‘No taxes are fun or easy:’ Democratic majority leader justifies tax increases in new WA budget
Apr 30, 2025, 3:00 PM

Joe Fitzgibbon, representative of the 34th legislative district and Democratic Majority Leader (Photo courtesy of Washington House Democrats)
(Photo courtesy of Washington House Democrats)
Washington’s 2025 legislative session has been described as “one of the most grueling legislative sessions in recent memory,” according to “Seattle’s Morning News” co-host Charlie Harger.
From a multi-billion dollar budget gap to sharp debates over taxes, lawmakers spent more than 100 days making their final decisions.
House Democratic Majority Leader and representative for the 34th legislative district, Joe Fitzgibbon, said that the hardest part about this session was grappling with the size of the budget shortfall.
“We had somewhere between $12-16 billion in the operating budget alone, and then another $8 billion or so in the transportation budget that separated revenues that we expected to bring in and the expenditures that the Washingtonians were counting on,” Fitzgibbon said.
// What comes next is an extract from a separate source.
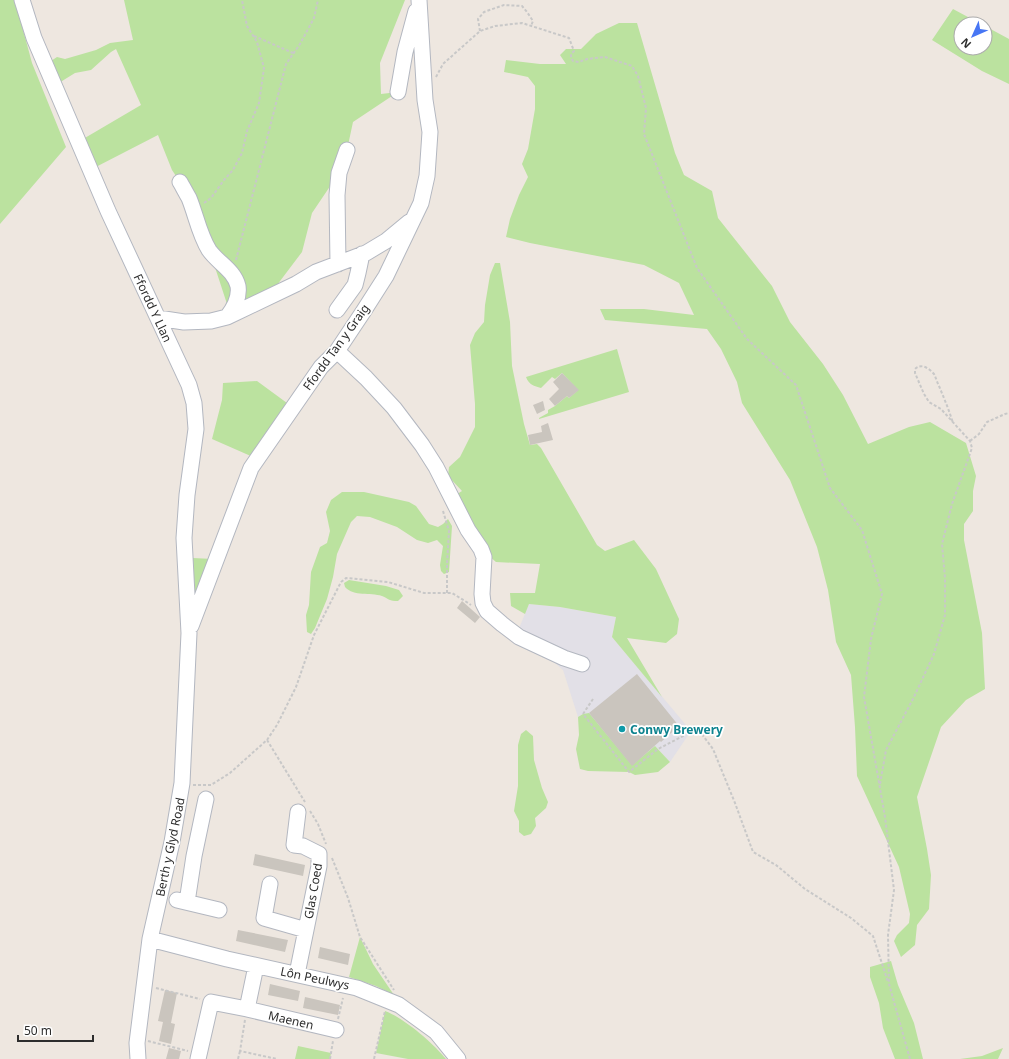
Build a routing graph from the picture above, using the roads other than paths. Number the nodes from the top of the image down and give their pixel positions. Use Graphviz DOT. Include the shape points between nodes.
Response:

Fitzgibbon said that personal loss made a huge impact on the legislative session, with the state seeing the unexpected deaths of both Senator Bill Ramos and former House Speaker Frank Chopp.
Fitzgibbon also noted “uncertainty and chaos at the federal government,” citing examples of Washingtonians impacted by the loss of federal workers, deportations, and changes in tariffs.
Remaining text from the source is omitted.